What Happens to Creativity When Our Tools Start Thinking? ... The Future of Creativity Is Also a Question of Humanity

In late May 2026, Sting gave an interview to The Guardian ahead of the return of his musical The Last Ship to London’s West End. During the conversation, he reflected on the decline of traditional industries, the loss of skilled manual labor, and the role that work can play in shaping identity, purpose, and community. While the discussion focused on shipyards and industrial change, I found myself thinking about a very different but related transformation: the impact of digital technologies and artificial intelligence on creativity, design, and the way we work. Several of Sting’s observations resonated far beyond the world of manual labor and raised questions that I believe are increasingly relevant for designers, technologists, and anyone interested in the future of human creativity. 

In this article, I would like to explore some of those questions from a UX, design, and AI perspective.

Btw. On my Mental Health Blog, I explored the interview through a different lens, reflecting on themes such as meaning, identity, belonging, and the impact that societal change can have on our psychological well-being.

I work with my hands every day as a musician, and I’m lucky.
Sting, Gordon Matthew Thomas Sumner,May 2026

It’s a rare thing for modern men to actually use their hands and use their strengths to do anything. We’ve lost something there.
Sting, Gordon Matthew Thomas Sumner, May 2026

A recent interview with Sting stayed with me longer than I expected.

At first glance, he was talking about something very specific: the disappearance of traditional industries, manual labor, and the sense of purpose that came with building tangible things. Yet the more I reflected on his words, the more I felt they touched on a question that extends far beyond shipyards and factories.

What happens to us when our tools begin to do more and more of the work that once defined us?

As someone who studied architecture and urban planning, I entered a profession at a time when design was still deeply physical. Drawings were created on tracing paper. Lines were drawn in ink. Mistakes could not simply be undone with a keyboard shortcut. If a line was wrong, it had to be carefully removed with a razor blade before the work could continue.

Looking back, the process feels almost slow by today's standards. Yet that slowness carried value.
... Every decision required attention.
... Every revision required effort.
The act of creating and the act of thinking were inseparable.

Over the years, digital tools transformed creative work.
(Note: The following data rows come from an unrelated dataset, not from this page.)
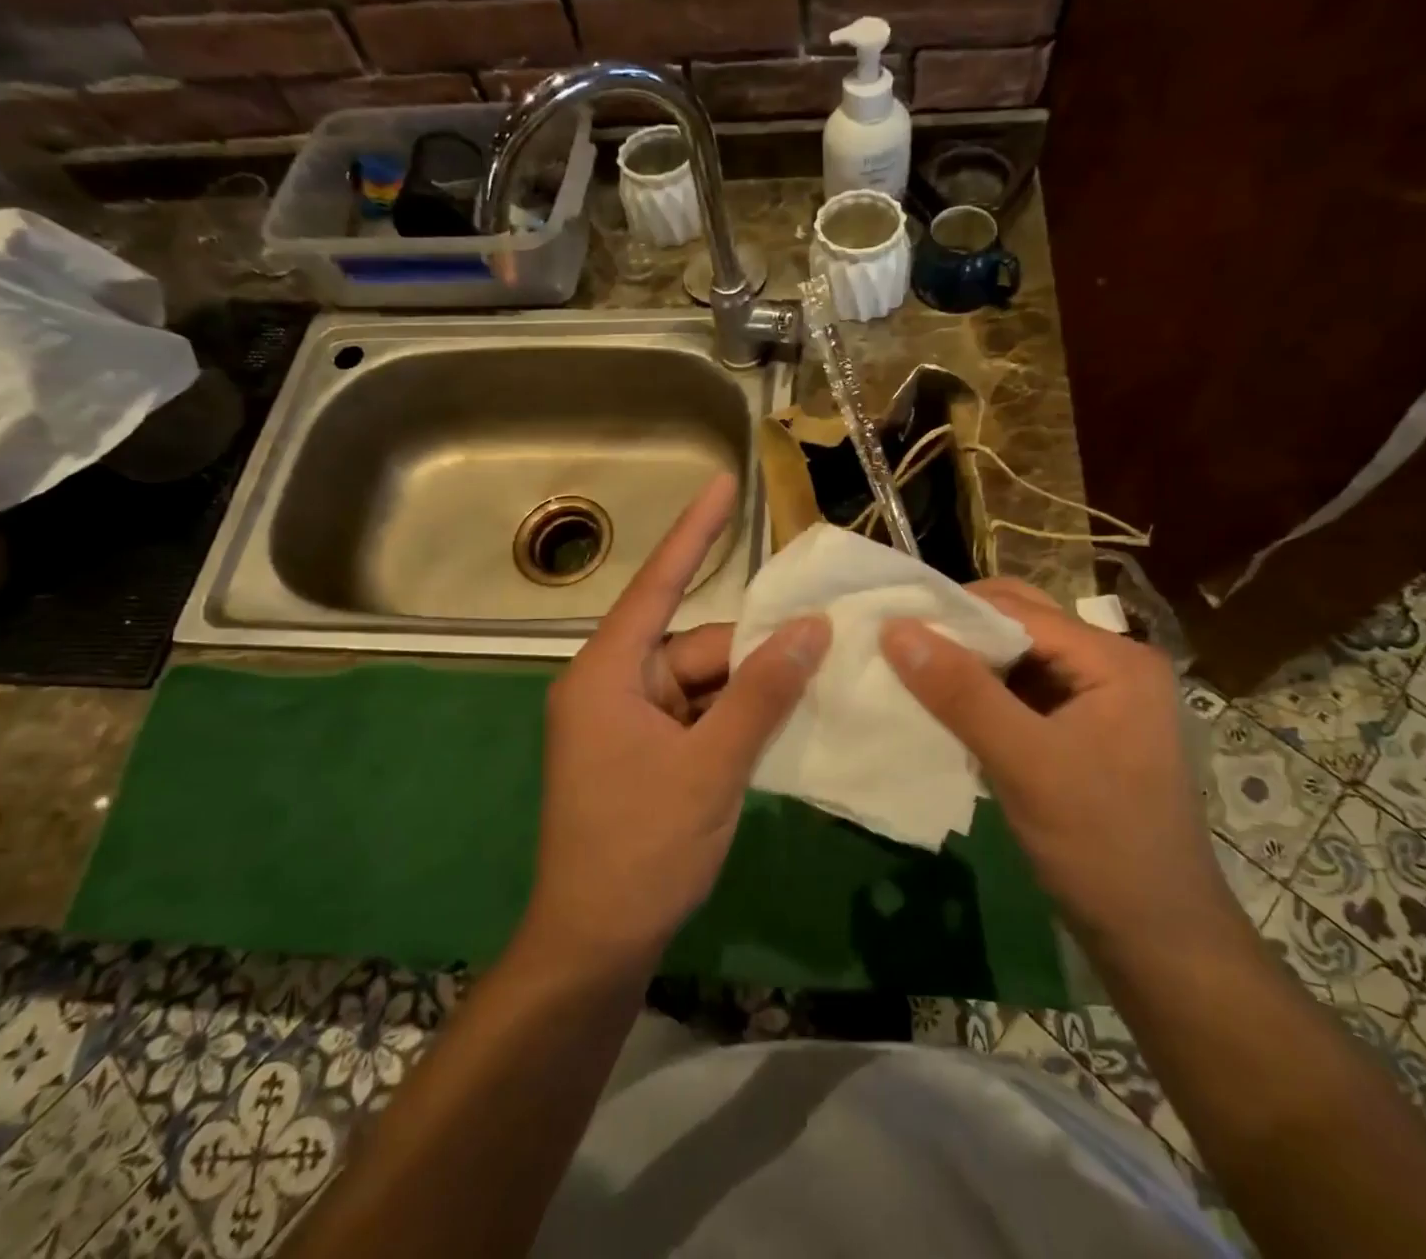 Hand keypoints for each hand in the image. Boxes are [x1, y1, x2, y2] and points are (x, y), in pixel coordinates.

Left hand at [524, 474, 829, 967]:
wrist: (598, 943)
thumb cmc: (642, 849)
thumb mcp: (711, 766)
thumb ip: (762, 694)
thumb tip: (811, 630)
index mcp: (608, 674)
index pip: (658, 585)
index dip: (695, 531)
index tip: (724, 483)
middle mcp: (615, 686)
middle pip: (696, 647)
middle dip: (756, 651)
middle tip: (827, 644)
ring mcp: (630, 723)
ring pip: (705, 683)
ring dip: (754, 689)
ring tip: (818, 684)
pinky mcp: (646, 753)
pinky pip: (701, 716)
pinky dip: (739, 718)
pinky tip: (786, 721)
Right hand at [879, 580, 1239, 951]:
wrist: (1156, 940)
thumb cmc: (1101, 845)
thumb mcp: (1026, 763)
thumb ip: (961, 693)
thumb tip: (895, 628)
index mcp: (1114, 659)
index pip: (1020, 611)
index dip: (954, 612)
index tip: (890, 622)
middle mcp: (1109, 666)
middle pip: (1020, 626)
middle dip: (959, 632)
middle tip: (896, 645)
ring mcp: (1095, 700)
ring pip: (1016, 659)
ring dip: (966, 664)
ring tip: (908, 670)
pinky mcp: (1078, 732)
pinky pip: (1019, 694)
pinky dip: (980, 695)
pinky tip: (941, 707)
CAD accelerated drafting. Photoshop changed visual communication. Collaborative platforms such as Figma reshaped teamwork and product development.
Each step removed friction from the process. ... In most cases, that was a good thing.
Less friction often means greater accessibility, faster iteration, and better collaboration. Much of modern UX design is built around reducing unnecessary obstacles and helping people achieve their goals more easily.

Artificial intelligence, however, introduces a different kind of shift.
Previous technologies primarily extended our hands.
AI increasingly extends our minds.

It can generate concepts, draft content, analyze information, create images, summarize research, and support decision-making. For the first time, many creative activities are becoming shared processes between humans and machines.
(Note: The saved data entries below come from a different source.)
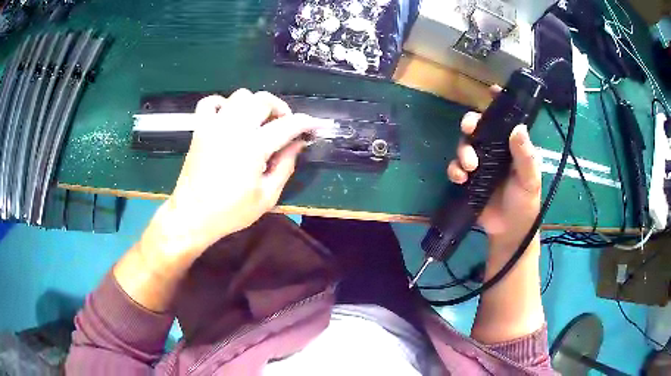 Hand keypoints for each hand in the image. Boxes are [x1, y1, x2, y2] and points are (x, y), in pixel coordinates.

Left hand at [140, 89, 316, 268]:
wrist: (192, 215)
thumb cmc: (231, 211)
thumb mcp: (267, 196)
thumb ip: (285, 166)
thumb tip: (297, 144)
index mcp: (254, 147)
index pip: (287, 125)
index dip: (305, 123)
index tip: (313, 125)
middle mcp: (234, 128)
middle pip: (263, 100)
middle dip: (280, 108)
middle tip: (284, 125)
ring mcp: (214, 125)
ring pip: (240, 96)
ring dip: (255, 104)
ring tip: (258, 122)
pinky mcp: (200, 129)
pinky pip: (210, 102)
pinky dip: (223, 104)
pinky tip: (229, 117)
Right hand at [447, 88, 540, 250]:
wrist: (510, 231)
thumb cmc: (525, 203)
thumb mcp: (529, 179)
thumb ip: (525, 156)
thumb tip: (518, 128)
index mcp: (511, 146)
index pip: (505, 119)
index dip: (497, 102)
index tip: (490, 90)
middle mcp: (495, 151)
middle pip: (478, 127)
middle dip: (471, 125)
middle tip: (470, 130)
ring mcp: (480, 165)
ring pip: (465, 145)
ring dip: (462, 151)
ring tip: (470, 166)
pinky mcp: (468, 180)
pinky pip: (456, 168)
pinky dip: (454, 170)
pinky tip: (461, 179) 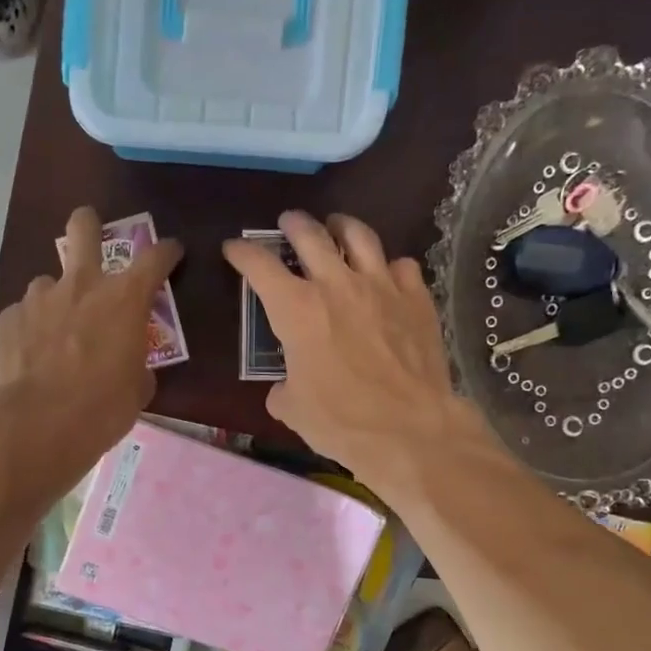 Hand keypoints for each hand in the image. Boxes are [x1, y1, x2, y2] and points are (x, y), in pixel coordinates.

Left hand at [0, 206, 183, 480]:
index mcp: (123, 299)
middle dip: (88, 224)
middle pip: (83, 228)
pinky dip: (30, 330)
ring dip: (56, 299)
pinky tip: (30, 356)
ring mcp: (38, 299)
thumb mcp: (137, 390)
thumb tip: (130, 366)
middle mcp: (80, 285)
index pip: (155, 258)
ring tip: (54, 332)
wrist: (38, 425)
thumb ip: (136, 365)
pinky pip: (23, 316)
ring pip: (48, 283)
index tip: (171, 252)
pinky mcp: (8, 320)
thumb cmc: (102, 408)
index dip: (166, 252)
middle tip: (90, 230)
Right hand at [223, 211, 488, 485]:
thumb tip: (285, 388)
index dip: (243, 253)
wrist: (408, 428)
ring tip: (337, 226)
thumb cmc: (340, 420)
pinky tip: (386, 274)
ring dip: (342, 226)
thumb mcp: (293, 409)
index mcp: (296, 309)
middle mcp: (336, 285)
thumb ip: (282, 389)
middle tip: (288, 223)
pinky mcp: (416, 299)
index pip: (260, 266)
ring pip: (359, 236)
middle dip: (294, 225)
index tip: (234, 248)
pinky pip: (401, 265)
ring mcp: (381, 287)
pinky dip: (388, 265)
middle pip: (311, 235)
This is where I find Sting's observations unexpectedly relevant to design. Because creativity has never been defined solely by outcomes. It has also been defined by process.
... By exploration.
... By uncertainty.
... By experimentation.
... By moments when the next step is not immediately obvious.
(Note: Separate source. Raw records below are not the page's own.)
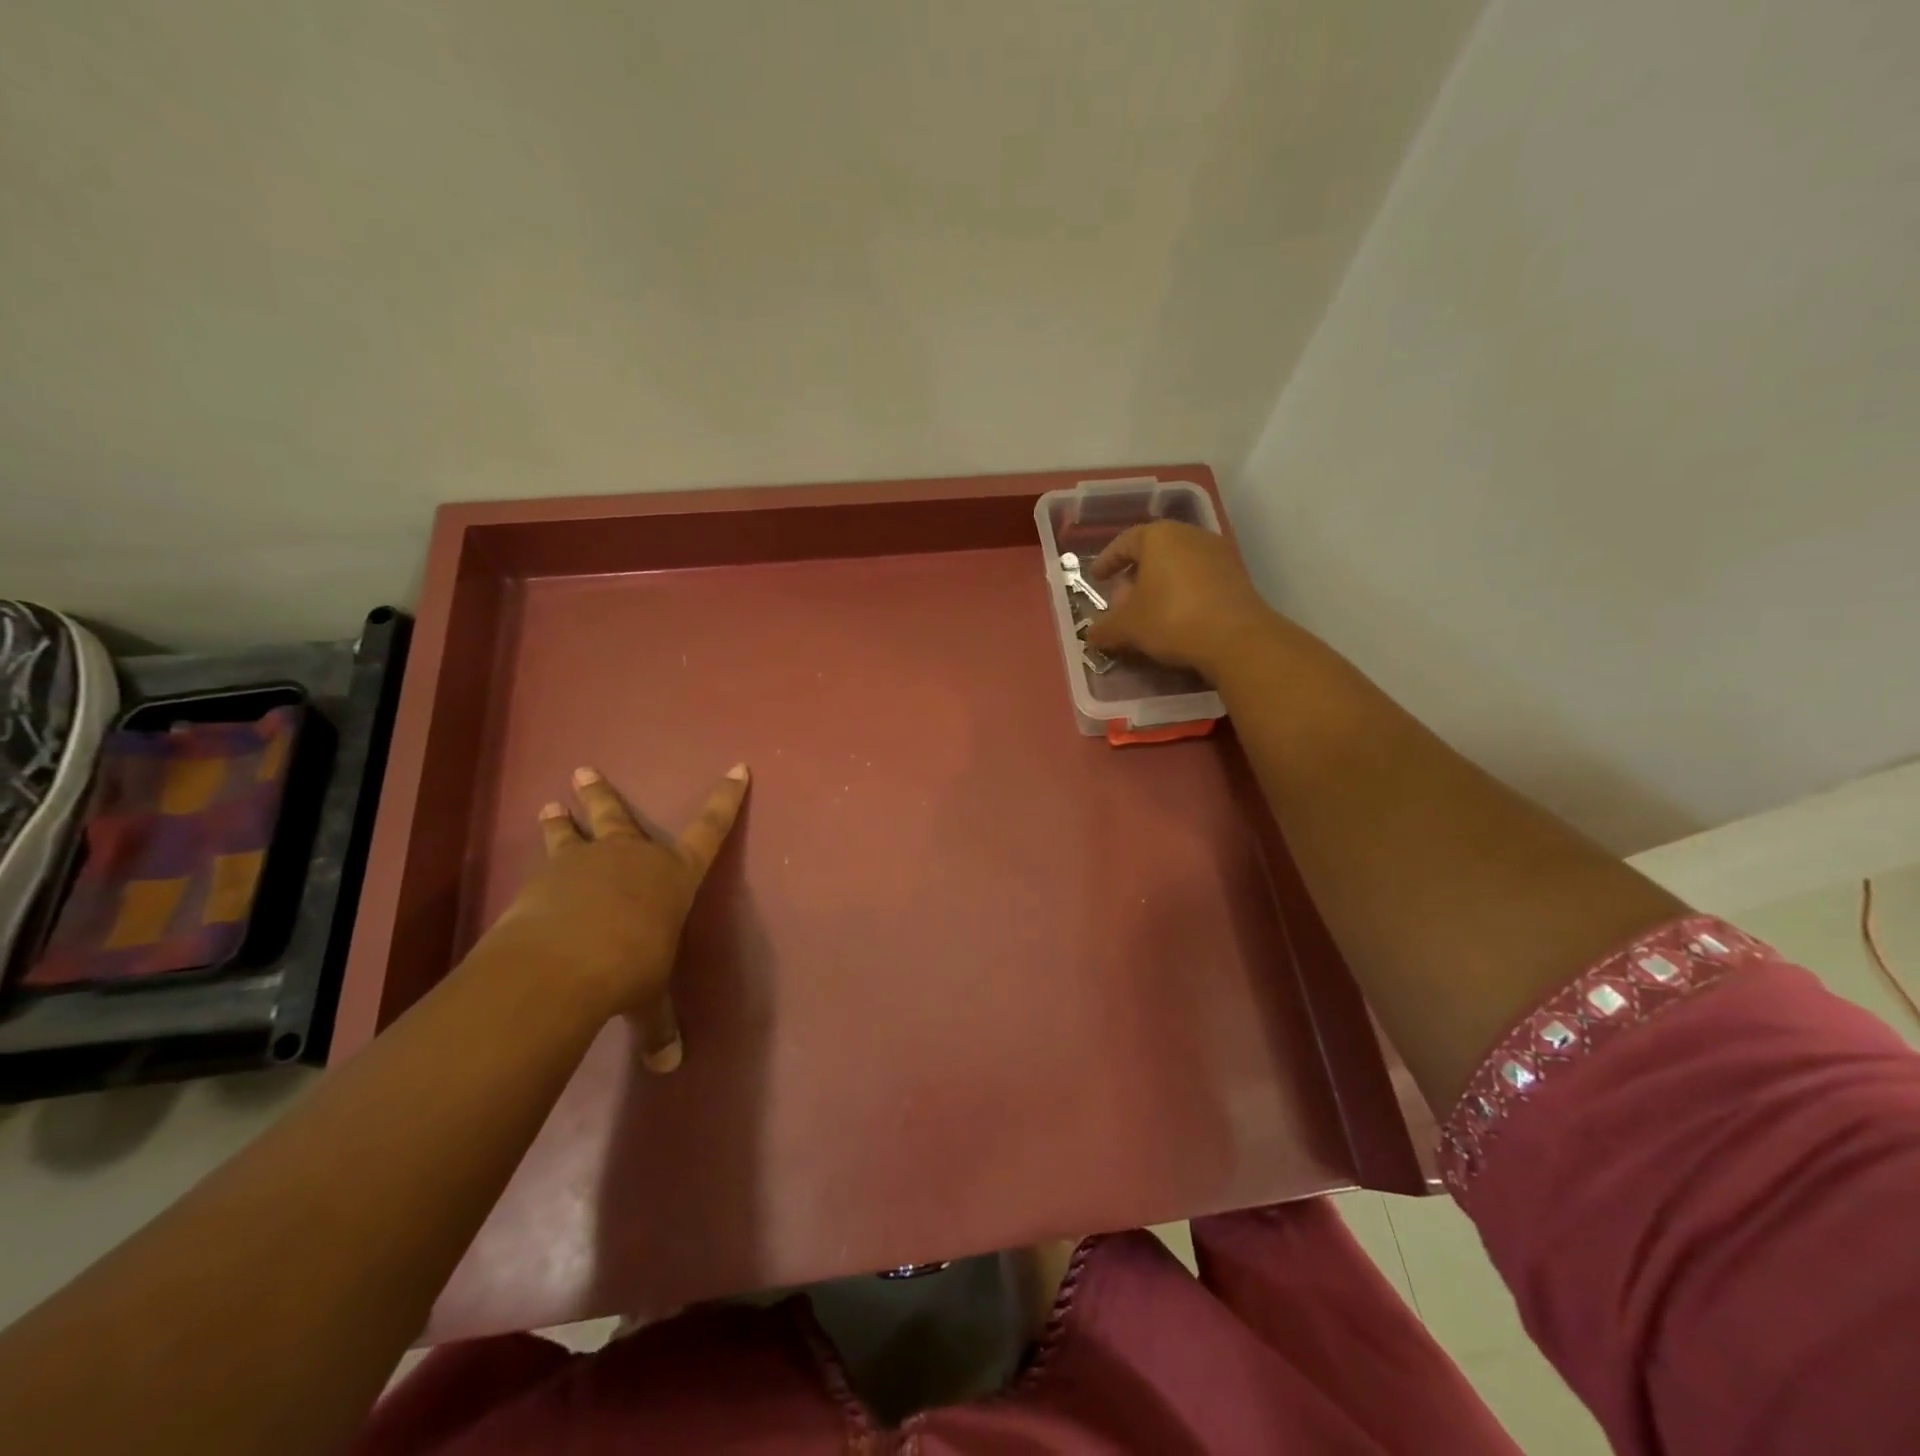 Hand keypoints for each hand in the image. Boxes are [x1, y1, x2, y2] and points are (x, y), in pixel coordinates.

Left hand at [481, 763, 749, 1071]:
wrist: (563, 964)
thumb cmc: (629, 969)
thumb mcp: (649, 997)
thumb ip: (658, 1025)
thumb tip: (668, 1066)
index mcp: (673, 875)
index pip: (711, 829)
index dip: (726, 798)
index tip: (737, 768)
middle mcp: (632, 857)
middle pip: (620, 817)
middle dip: (602, 794)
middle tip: (582, 771)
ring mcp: (586, 862)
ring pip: (573, 832)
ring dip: (561, 819)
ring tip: (549, 806)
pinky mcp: (547, 878)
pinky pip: (546, 864)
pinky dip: (542, 865)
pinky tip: (531, 876)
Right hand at [1083, 521, 1276, 678]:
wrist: (1236, 638)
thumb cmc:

These experiences are not merely obstacles on the path toward a solution. They are often the very conditions under which original thinking emerges.
As designers, we often celebrate efficiency. We optimise workflows, automate repetitive tasks, and remove friction wherever possible. Yet creative friction is different.
... Creative friction forces reflection.
... It encourages curiosity.
... It creates space for unexpected discoveries.

If AI removes too much of that friction, we may gain speed while losing something less visible but equally valuable. The challenge, therefore, is not whether AI can produce design outputs. It clearly can.
The more important question is how we design systems that continue to support human growth, human judgment, and human creativity.
Human-centred design has always been about understanding the relationship between people and technology. AI expands that responsibility. We are no longer designing only interfaces. We are designing collaborations between human cognition and machine cognition. That raises important questions ...

... When should a system assist?
... When should it challenge?
... When should it automate?
... And when should it intentionally leave room for human exploration?

These are not only technical questions. As I see it ... They are ethical questions. Because every technology shapes behaviour. Every tool influences how we think, learn, and create.
In his musical *The Last Ship*, Sting asks:

For what are we men without a ship to complete?

For me, that question resonates far beyond the story of shipbuilders. What are creators without the process of creating? What happens when the journey becomes optional and only the outcome remains?

And how do we ensure that increasingly intelligent systems strengthen human creativity instead of quietly replacing the experiences that make creativity meaningful?

The future of AI is not only about building smarter systems.
It is also about understanding what kind of creators, designers, and human beings we want to become while using them.